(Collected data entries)
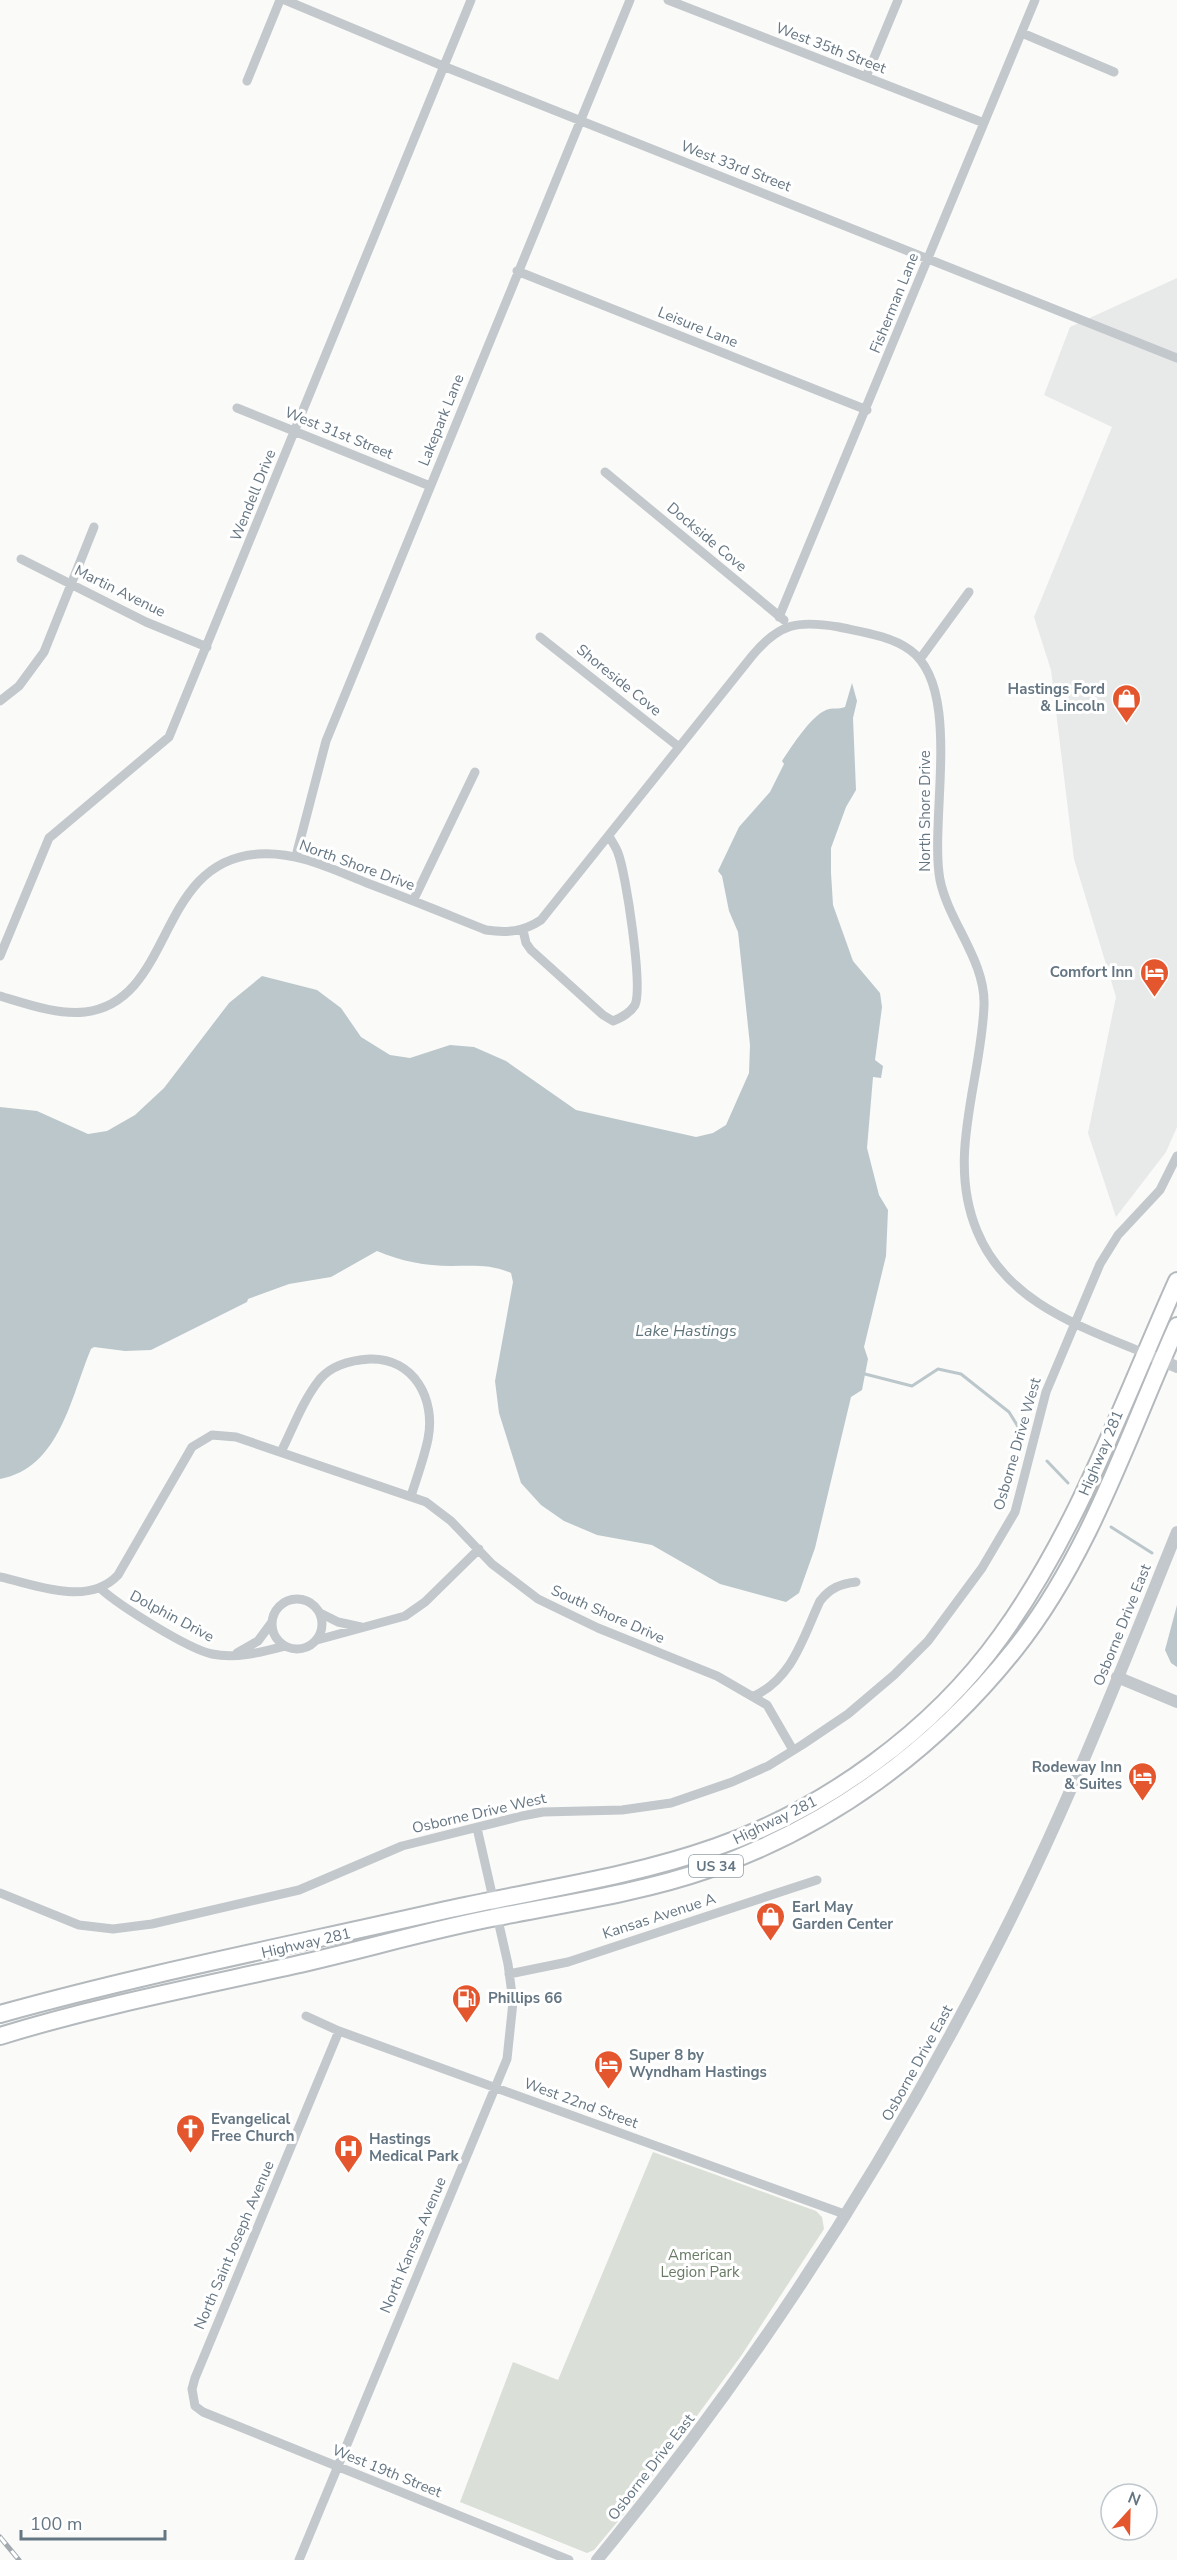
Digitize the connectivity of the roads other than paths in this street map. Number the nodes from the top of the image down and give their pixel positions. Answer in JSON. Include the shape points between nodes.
{"nodes":[{"id":1,"x":280,"y":0,"type":"edge"},
{"id":2,"x":285,"y":0,"type":"edge"},
{"id":3,"x":471,"y":0,"type":"edge"},
{"id":4,"x":630,"y":0,"type":"edge"},
{"id":5,"x":668,"y":0,"type":"edge"},
{"id":6,"x":898,"y":0,"type":"edge"},
{"id":7,"x":1035,"y":0,"type":"edge"},
{"id":8,"x":1022,"y":33,"type":"junction"},
{"id":9,"x":443,"y":66,"type":"junction"},
{"id":10,"x":1114,"y":72,"type":"dead end"},
{"id":11,"x":866,"y":77,"type":"junction"},
{"id":12,"x":247,"y":81,"type":"dead end"},
{"id":13,"x":580,"y":120,"type":"junction"},
{"id":14,"x":984,"y":123,"type":"junction"},
{"id":15,"x":929,"y":258,"type":"junction"},
{"id":16,"x":518,"y":271,"type":"junction"},
{"id":17,"x":1177,"y":358,"type":"edge"},
{"id":18,"x":237,"y":408,"type":"dead end"},
{"id":19,"x":867,"y":410,"type":"junction"},
{"id":20,"x":295,"y":432,"type":"junction"},
{"id":21,"x":605,"y":472,"type":"dead end"},
{"id":22,"x":430,"y":486,"type":"junction"},
{"id":23,"x":94,"y":527,"type":"dead end"},
{"id":24,"x":21,"y":559,"type":"dead end"},
{"id":25,"x":71,"y":584,"type":"junction"},
{"id":26,"x":969,"y":592,"type":"dead end"},
{"id":27,"x":780,"y":617,"type":"junction"},
{"id":28,"x":790,"y":626,"type":"junction"},
{"id":29,"x":540,"y":637,"type":"dead end"},
{"id":30,"x":207,"y":647,"type":"junction"},
{"id":31,"x":920,"y":660,"type":"junction"},
{"id":32,"x":0,"y":701,"type":"edge"},
{"id":33,"x":679,"y":747,"type":"junction"},
{"id":34,"x":475,"y":772,"type":"dead end"},
{"id":35,"x":609,"y":836,"type":"junction"},
{"id":36,"x":296,"y":856,"type":"junction"},
{"id":37,"x":412,"y":901,"type":"junction"},
{"id":38,"x":523,"y":930,"type":"junction"},
{"id":39,"x":0,"y":956,"type":"edge"},
{"id":40,"x":0,"y":996,"type":"edge"},
{"id":41,"x":1177,"y":1156,"type":"edge"},
{"id":42,"x":1177,"y":1281,"type":"edge"},
{"id":43,"x":1073,"y":1323,"type":"junction"},
{"id":44,"x":1177,"y":1326,"type":"edge"},
{"id":45,"x":1144,"y":1353,"type":"junction"},
{"id":46,"x":1169,"y":1364,"type":"edge"},
{"id":47,"x":281,"y":1452,"type":"junction"},
{"id":48,"x":411,"y":1496,"type":"junction"},
{"id":49,"x":1177,"y":1532,"type":"edge"},
{"id":50,"x":479,"y":1549,"type":"junction"},
{"id":51,"x":0,"y":1577,"type":"edge"},
{"id":52,"x":856,"y":1582,"type":"dead end"},
{"id":53,"x":101,"y":1589,"type":"junction"},
{"id":54,"x":320,"y":1613,"type":"junction"},
{"id":55,"x":272,"y":1622,"type":"junction"},
{"id":56,"x":361,"y":1627,"type":"junction"},
{"id":57,"x":317,"y":1640,"type":"junction"},
{"id":58,"x":285,"y":1646,"type":"junction"},
{"id":59,"x":235,"y":1654,"type":"junction"},
{"id":60,"x":1117,"y":1677,"type":"junction"},
{"id":61,"x":754,"y":1696,"type":"junction"},
{"id":62,"x":1177,"y":1702,"type":"edge"},
{"id":63,"x":793,"y":1750,"type":"junction"},
{"id":64,"x":477,"y":1828,"type":"junction"},
{"id":65,"x":817,"y":1880,"type":"dead end"},
{"id":66,"x":0,"y":1893,"type":"edge"},
{"id":67,"x":494,"y":1909,"type":"junction"},
{"id":68,"x":509,"y":1974,"type":"junction"},
{"id":69,"x":0,"y":2014,"type":"edge"},
{"id":70,"x":306,"y":2016,"type":"dead end"},
{"id":71,"x":339,"y":2031,"type":"junction"},
{"id":72,"x":0,"y":2036,"type":"edge"},
{"id":73,"x":495,"y":2088,"type":"junction"},
{"id":74,"x":847,"y":2216,"type":"junction"},
{"id":75,"x":195,"y":2406,"type":"joint"},
{"id":76,"x":337,"y":2468,"type":"junction"},
{"id":77,"x":299,"y":2560,"type":"edge"},
{"id":78,"x":569,"y":2560,"type":"edge"},
{"id":79,"x":597,"y":2560,"type":"edge"}],
"edges":[{"from":1,"to":12,"type":"street"},
{"from":2,"to":9,"type":"street","name":"West 33rd Street"},
{"from":3,"to":9,"type":"street","name":"Wendell Drive"},
{"from":4,"to":13,"type":"street","name":"Lakepark Lane"},
{"from":5,"to":11,"type":"street","name":"West 35th Street"},
{"from":6,"to":11,"type":"street"},
{"from":7,"to":8,"type":"street","name":"Fisherman Lane"},
{"from":8,"to":10,"type":"street"},
{"from":8,"to":14,"type":"street","name":"Fisherman Lane"},
{"from":9,"to":13,"type":"street","name":"West 33rd Street"},
{"from":9,"to":20,"type":"street","name":"Wendell Drive"},
{"from":11,"to":14,"type":"street","name":"West 35th Street"},
{"from":13,"to":15,"type":"street","name":"West 33rd Street"},
{"from":13,"to":16,"type":"street","name":"Lakepark Lane"},
{"from":14,"to":15,"type":"street","name":"Fisherman Lane"},
{"from":15,"to":17,"type":"street","name":"West 33rd Street"},
{"from":15,"to":19,"type":"street","name":"Fisherman Lane"},
{"from":16,"to":19,"type":"street","name":"Leisure Lane"},
{"from":16,"to":22,"type":"street","name":"Lakepark Lane"},
{"from":18,"to":20,"type":"street","name":"West 31st Street"},
{"from":19,"to":27,"type":"street","name":"Fisherman Lane"},
{"from":20,"to":22,"type":"street","name":"West 31st Street"},
{"from":20,"to":30,"type":"street","name":"Wendell Drive"},
{"from":21,"to":27,"type":"street","name":"Dockside Cove"},
{"from":22,"to":36,"type":"street","name":"Lakepark Lane","via":[[326,741]]},
{"from":23,"to":25,"type":"street"},
{"from":24,"to":25,"type":"street","name":"Martin Avenue"},
{"from":25,"to":30,"type":"street","name":"Martin Avenue"},
{"from":25,"to":32,"type":"street","via":[[44,652],[19,686]]},
{"from":26,"to":31,"type":"street"},
{"from":27,"to":28,"type":"street","name":"Dockside Cove"},
{"from":28,"to":31,"type":"street","name":"North Shore Drive","via":[[828,625],[887,639],[906,647]]},
{"from":28,"to":33,"type":"street","name":"North Shore Drive","via":[[763,642]]},
{"from":29,"to":33,"type":"street","name":"Shoreside Cove"},
{"from":30,"to":39,"type":"street","name":"Wendell Drive","via":[[169,737],[49,838]]},
{"from":31,"to":43,"type":"street","name":"North Shore Drive","via":[[932,680],[938,702],[940,880],[983,987],[983,1016],[964,1153],[964,1195],[985,1248],[1006,1280]]},
{"from":33,"to":35,"type":"street","name":"North Shore Drive"},
{"from":34,"to":37,"type":"street"},
{"from":35,"to":38,"type":"street","name":"North Shore Drive","via":[[541,920]]},
{"from":35,"to":38,"type":"street","via":[[618,853],[633,940],[638,977],[634,1007],[613,1021],[603,1015],[531,950]]},
{"from":36,"to":37,"type":"street","name":"North Shore Drive"},
{"from":36,"to":40,"type":"street","name":"North Shore Drive","via":[[256,854],[238,858],[198,882],[182,901],[138,981],[115,1003],[85,1012],[69,1012]]},
{"from":37,"to":38,"type":"street","name":"North Shore Drive","via":[[486,930]]},
{"from":41,"to":43,"type":"street","name":"Osborne Drive West","via":[[1160,1190],[1109,1248]]},
{"from":42,"to":45,"type":"highway","name":"Highway 281","number":"US 34"},
{"from":43,"to":45,"type":"street","name":"North Shore Drive"},
{"from":43,"to":63,"type":"street","name":"Osborne Drive West","via":[[1046,1392],[1015,1512],[982,1568],[928,1641],[894,1675],[848,1714]]},
{"from":44,"to":46,"type":"highway","name":"Highway 281","number":"US 34"},
{"from":45,"to":46,"type":"street","name":"North Shore Drive"},
{"from":45,"to":67,"type":"highway","name":"Highway 281","number":"US 34","via":[[1084,1494],[1039,1577],[983,1659],[907,1735],[822,1797],[717,1847]]},
{"from":46,"to":67,"type":"highway","name":"Highway 281","number":"US 34","via":[[1092,1520],[1033,1624],[965,1706],[902,1763],[866,1791],[800,1831],[706,1870],[666,1881]]},
{"from":47,"to":48,"type":"street","name":"South Shore Drive"},
{"from":47,"to":48,"type":"street","via":[[320,1378],[360,1360],[403,1366],[423,1389],[427,1403],[428,1438]]},
{"from":47,"to":53,"type":"street","name":"South Shore Drive","via":[[225,1434],[200,1440],[184,1456],[118,1575]]},
{"from":48,"to":50,"type":"street","name":"South Shore Drive","via":[[441,1512]]},
{"from":49,"to":60,"type":"street","name":"Osborne Drive East"},
{"from":50,"to":56,"type":"street","name":"Dolphin Drive","via":[[417,1609]]},
{"from":50,"to":61,"type":"street","name":"South Shore Drive","via":[[492,1564],[538,1599]]},
{"from":51,"to":53,"type":"street","via":[[76,1593]]},
{"from":52,"to":61,"type":"street","via":[[844,1583],[828,1592],[786,1672],[766,1691]]},
{"from":53,"to":59,"type":"street","name":"Dolphin Drive","via":[[117,1604],[199,1649],[211,1654]]},
{"from":54,"to":55,"type":"street","name":"Dolphin Drive","via":[[309,1602],[294,1599],[278,1608]]},
{"from":54,"to":56,"type":"street","name":"Dolphin Drive"},
{"from":54,"to":57,"type":"street","via":[[322,1629]]},
{"from":55,"to":58,"type":"street","via":[[276,1637]]},
{"from":55,"to":59,"type":"street","name":"Dolphin Drive","via":[[258,1641]]},
{"from":56,"to":57,"type":"street","name":"Dolphin Drive"},
{"from":57,"to":58,"type":"street","name":"Dolphin Drive","via":[[304,1648]]},
{"from":58,"to":59,"type":"street","name":"Dolphin Drive","via":[[255,1654]]},
{"from":60,"to":62,"type":"street"},
{"from":60,"to":74,"type":"street","name":"Osborne Drive East","via":[[1067,1800],[999,1943]]},
{"from":61,"to":63,"type":"street","name":"South Shore Drive","via":[[767,1705]]},
{"from":63,"to":64,"type":"street","name":"Osborne Drive West","via":[[732,1782],[672,1803],[622,1810],[543,1812]]},
{"from":64,"to":66,"type":"street","name":"Osborne Drive West","via":[[402,1846],[299,1890],[152,1924],[113,1929],[79,1925]]},
{"from":64,"to":67,"type":"street","name":"North Kansas Avenue"},
{"from":65,"to":68,"type":"street","name":"Kansas Avenue A","via":[[568,1962]]},
{"from":67,"to":68,"type":"street","name":"North Kansas Avenue"},
{"from":67,"to":69,"type":"highway","name":"Highway 281","number":"US 34","via":[[84,1992]]},
{"from":67,"to":72,"type":"highway","name":"Highway 281","number":"US 34"},
{"from":68,"to":73,"type":"street","name":"North Kansas Avenue","via":[[513,2002],[510,2042]]},
{"from":70,"to":71,"type":"street","name":"West 22nd Street"},
{"from":71,"to":73,"type":"street","name":"West 22nd Street"},
{"from":71,"to":75,"type":"street","name":"North Saint Joseph Avenue","via":[[195,2378]]},
{"from":73,"to":74,"type":"street","name":"West 22nd Street"},
{"from":73,"to":76,"type":"street","name":"North Kansas Avenue"},
{"from":74,"to":79,"type":"street","name":"Osborne Drive East","via":[[708,2417]]},
{"from":75,"to":76,"type":"street","name":"West 19th Street"},
{"from":76,"to":77,"type":"street","name":"North Kansas Avenue"},
{"from":76,"to":78,"type":"street","name":"West 19th Street"}]}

*PROBLEM*. Find every line above that contains the word "Highway", and return each one.

*PROBLEM SOLUTION*.
{"from":42,"to":45,"type":"highway","name":"Highway 281","number":"US 34"},
{"from":44,"to":46,"type":"highway","name":"Highway 281","number":"US 34"},
{"from":45,"to":67,"type":"highway","name":"Highway 281","number":"US 34","via":[[1084,1494],[1039,1577],[983,1659],[907,1735],[822,1797],[717,1847]]},
{"from":46,"to":67,"type":"highway","name":"Highway 281","number":"US 34","via":[[1092,1520],[1033,1624],[965,1706],[902,1763],[866,1791],[800,1831],[706,1870],[666,1881]]},
{"from":67,"to":69,"type":"highway","name":"Highway 281","number":"US 34","via":[[84,1992]]},
{"from":67,"to":72,"type":"highway","name":"Highway 281","number":"US 34"},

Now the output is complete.